With Australian Eddie Jones having a perfect start to his time with England, the RFU will probably be wondering why they didn’t think about hiring an overseas coach sooner after achieving only one Grand Slam in thirteen years. Yet, he isn’t the only ‘turncoat’ to have achieved success.
Only New Zealand, France and South Africa have never had a foreign-born coach in charge of their national team, although France came close in allegedly considering Clive Woodward before opting for Toulouse legend Guy Noves as their latest coach. Similarly, South Africa will probably be kicking themselves that they let Jones get away when he was briefly in charge of Super Rugby side the Stormers.

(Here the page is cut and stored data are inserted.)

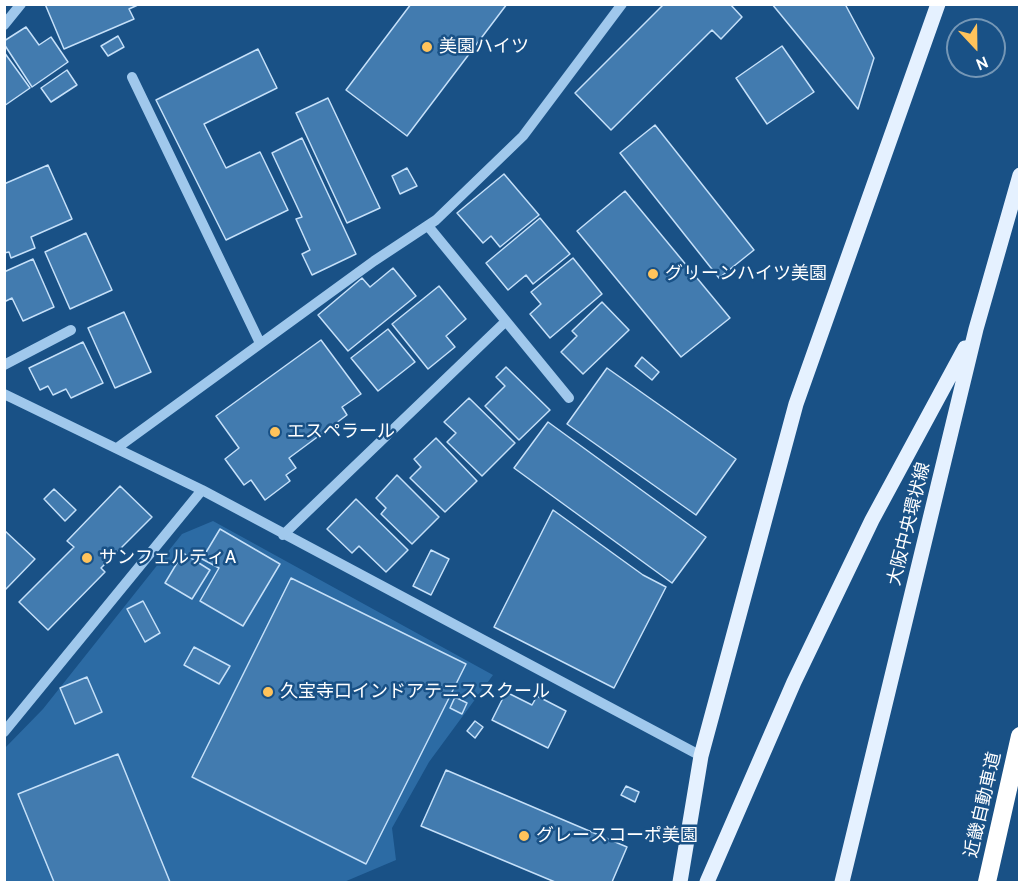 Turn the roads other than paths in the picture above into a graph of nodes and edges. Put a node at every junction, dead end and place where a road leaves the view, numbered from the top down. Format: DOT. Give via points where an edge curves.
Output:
graph roads {
  1 [pos="21,4"];
  2 [pos="622,4"];
  3 [pos="938,4"];
  4 [pos="4,25"];
  5 [pos="132,77"];
  6 [pos="1020,175"];
  7 [pos="428,226"];
  8 [pos="506,321"];
  9 [pos="976,329"];
  10 [pos="71,330"];
  11 [pos="260,343"];
  12 [pos="4,365"];
  13 [pos="4,394"];
  14 [pos="569,398"];
  15 [pos="117,448"];
  16 [pos="202,490"];
  17 [pos="283,535"];
  18 [pos="4,732"];
  19 [pos="1020,736"];
  20 [pos="701,756"];
  21 [pos="680,882"];
  22 [pos="707,882"];
  23 [pos="842,882"];
  24 [pos="987,882"];
  1 -- 4 [label="street"];
  2 -- 7 [label="street" via="523,136"];
  3 -- 20 [label="main road" via="796,404"];
  5 -- 11 [label="street"];
  6 -- 9 [label="main road, 大阪中央環状線"];
  7 -- 8 [label="street"];
  7 -- 11 [label="street"];
  8 -- 14 [label="street"];
  8 -- 17 [label="street"];
  9 -- 22 [label="main road" via="872,520 794,682"];
  9 -- 23 [label="main road, 大阪中央環状線"];
  10 -- 12 [label="street"];
  11 -- 15 [label="street"];
  13 -- 15 [label="street"];
  15 -- 16 [label="street"];
  16 -- 17 [label="street"];
  16 -- 18 [label="street"];
  17 -- 20 [label="street"];
  19 -- 24 [label="highway, 近畿自動車道"];
  20 -- 21 [label="main road"];
}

But overseas coaches have always been a contentious issue in the world of Test rugby. Indeed, when Eddie Jones was signed up as an assistant coach for the 2007 World Cup with South Africa, he was apparently not allowed to wear the famous Springbok blazer worn by all backroom staff as he was not born in the country. Instead, the Australian wore a tracksuit.
In New Zealand there has been little need for looking outside their own borders when there are so many quality coaches to be found across the two islands. When you think that New Zealanders are now in charge of the Wales, Scotland and Ireland teams, as well as others including Georgia, Japan, USA, Canada and Fiji, the influence of Kiwi coaches across the globe is enormous.
In particular in Wales, the WRU has had a penchant for New Zealand coaches since the dawn of professionalism. Since 1995 the national governing body has employed two Australians and three New Zealanders as head coach, including World Cup-winning coaches in Graham Henry and current All Blacks head coach Steve Hansen. With a number of similarities between the two nations, it appears Wales has always hoped to emulate its Antipodean rivals.
Current coach Warren Gatland, who has been in the position since 2007 and is one of the longest serving international head coaches in the history of the sport, has been the most successful: winning three Six Nations titles and two Grand Slams in the process.
As for Ireland, they too once had the aforementioned Gatland as their head coach, although he was still developing as an international coach at the time before going on to have unprecedented success with Wasps. Indeed, he only won 18 of his 38 games in charge.
But the Irish also recruited former England attack coach Brian Ashton for one year, originally on a six-year contract. However, a series of poor performances saw him leave the position. New Zealander Joe Schmidt has been by far the most successful of Ireland’s overseas coaches.
In Scotland, the SRU has come to rely on foreign-born coaches with Frank Hadden the only homegrown head coach since Ian McGeechan stepped down in 2003. Since that time they have had Australian Matt Williams, Englishman Andy Robinson, interim coach Scott Johnson and now New Zealander Vern Cotter overseeing its development as a team.
Even the mighty Wallabies, winners of two Rugby World Cups and one of the most consistent teams in international rugby, flirted with a non-Australian when appointing Kiwi Robbie Deans in 2008. Deans left the job in 2013 after losing the Lions tour series, but at the same time had a win percentage better than that of Jones, equal to John Connolly and certainly better than Ewen McKenzie. Only now with Michael Cheika in charge have things started to improve, yet his credibility has now been hit by his team’s 3-0 series loss to England at home – led by an Australian.
Italy – always on the cusp of establishing itself as a member of rugby’s top table but never quite achieving it – hasn’t had an Italian-born coach since 1999, with two New Zealanders, two Frenchmen, a South African and now an Irishman in charge. All in all, it sounds like a deeply contrived walking-into-a-bar-related joke.
Now with Jones enjoying such success with England, it is likely that the proliferation of overseas coaches in international rugby will continue, but it is surely part of a professional paradigm that countries will select on merit over nationality. International rugby’s turncoats are a sad indictment of the coaching development pathways in many countries, but also a necessity in the cut-throat and results-driven nature of international rugby.